Further in relation to a 'stolen generation':

A range of 'facts' have to be considered:

* after the War, from the Mission that I have data for, many men left to take up jobs in the rural areas, on all manner of delayed infrastructure projects - irrigation, electrification, railways, roads, forestry, dams and reservoirs, etc. From the late forties, they took their families with them; very few of these children were ever taken into care, even though their accommodation was often far inferior to accommodation back on the Mission;

* who was left behind ? The families of men who were perhaps a little more 'casual' abut seeking work.
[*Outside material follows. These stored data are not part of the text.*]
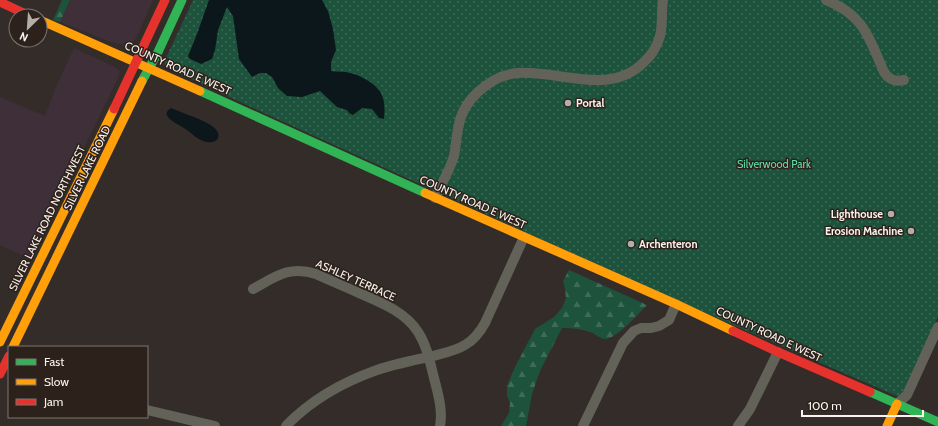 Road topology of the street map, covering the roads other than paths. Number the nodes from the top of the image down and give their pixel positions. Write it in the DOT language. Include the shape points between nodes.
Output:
graph roads {
  1 [pos="165,0"];
  2 [pos="182,0"];
  3 [pos="663,0"];
  4 [pos="826,0"];
  5 [pos="0,2"];
  6 [pos="13,8"];
  7 [pos="48,24"];
  8 [pos="136,62"];
  9 [pos="149,68"];
  10 [pos="904,80"];
  11 [pos="435,198"];
  12 [pos="524,237"];
  13 [pos="252,289"];
  14 [pos="676,304"];
  15 [pos="938,328"];
  16 [pos="0,342"];
  17 [pos="13,346"];
  18 [pos="778,352"];
  19 [pos="429,357"];
  20 [pos="8,358"];
  21 [pos="0,374"];
  22 [pos="897,404"];
  23 [pos="148,410"];
  24 [pos="938,422"];
  25 [pos="215,426"];
  26 [pos="286,426"];
  27 [pos="440,426"];
  28 [pos="583,426"];
  29 [pos="738,426"];
  30 [pos="887,426"];
  1 -- 8 [label="street, SILVER LAKE ROAD NORTHWEST"];
  2 -- 9 [label="street, SILVER LAKE ROAD"];
  3 -- 11 [label="street" via="661,31 657,44 647,60 628,74 605,80 518,73 499,78 477,93 460,119 454,156"];
  4 -- 10 [label="street" via="852,14 861,24 887,76 895,81"];
  5 -- 6 [label="street"];
  7 -- 8 [label="street, COUNTY ROAD E WEST"];
  8 -- 9 [label="street, COUNTY ROAD E WEST"];
  8 -- 16 [label="street, SILVER LAKE ROAD NORTHWEST"];
  9 -- 11 [label="street, COUNTY ROAD E WEST"];
  9 -- 17 [label="street, SILVER LAKE ROAD"];
  11 -- 12 [label="street, COUNTY ROAD E WEST"];
  12 -- 14 [label="street, COUNTY ROAD E WEST"];
  12 -- 19 [label="street" via="481,330 471,341 458,349"];
  13 -- 19 [label="street, ASHLEY TERRACE" via="290,271 308,271 316,274 403,315 418,332"];
  14 -- 18 [label="street, COUNTY ROAD E WEST"];
  14 -- 28 [label="street" via="669,320 659,326 634,331 625,340"];
  15 -- 22 [label="street" via="907,395"];
  18 -- 22 [label="street, COUNTY ROAD E WEST"];
  18 -- 29 [label="street" via="750,409"];
  19 -- 26 [label="street" via="356,378 322,396"];
  19 -- 27 [label="street, ASHLEY TERRACE" via="440,401"];
  20 -- 21 [label="street"];
  22 -- 24 [label="street, COUNTY ROAD E WEST"];
  22 -- 30 [label="street"];
  23 -- 25 [label="street"];
}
The 'enterprising' families had been in the habit of looking after the children of these families: "Go down to Auntie Jean's, she'll give you tea tonight." But much of that that had come to an end, although pensioners of course still did what they could to look after children, their grandchildren after all;

* the fifties were by far the most common decade in which children were taken into care from this community, about forty out of the eight hundred ever enrolled at the school - and all but one came back within a year or so;

* from a study I did thirty years ago of infant mortality at this community/Mission (from the Death Records), the worst decade for infant mortality between 1860 and 1965 was the nineteen fifties, 1950s;

* the Mission was set up in 1859. The local police station was set up in 1953.

The 1950s were thus a critical time in the break-down of much of social life of this community. One could cautiously conclude that that conjunction of factors partly help to explain the rise in the number of children being taken into care, and why.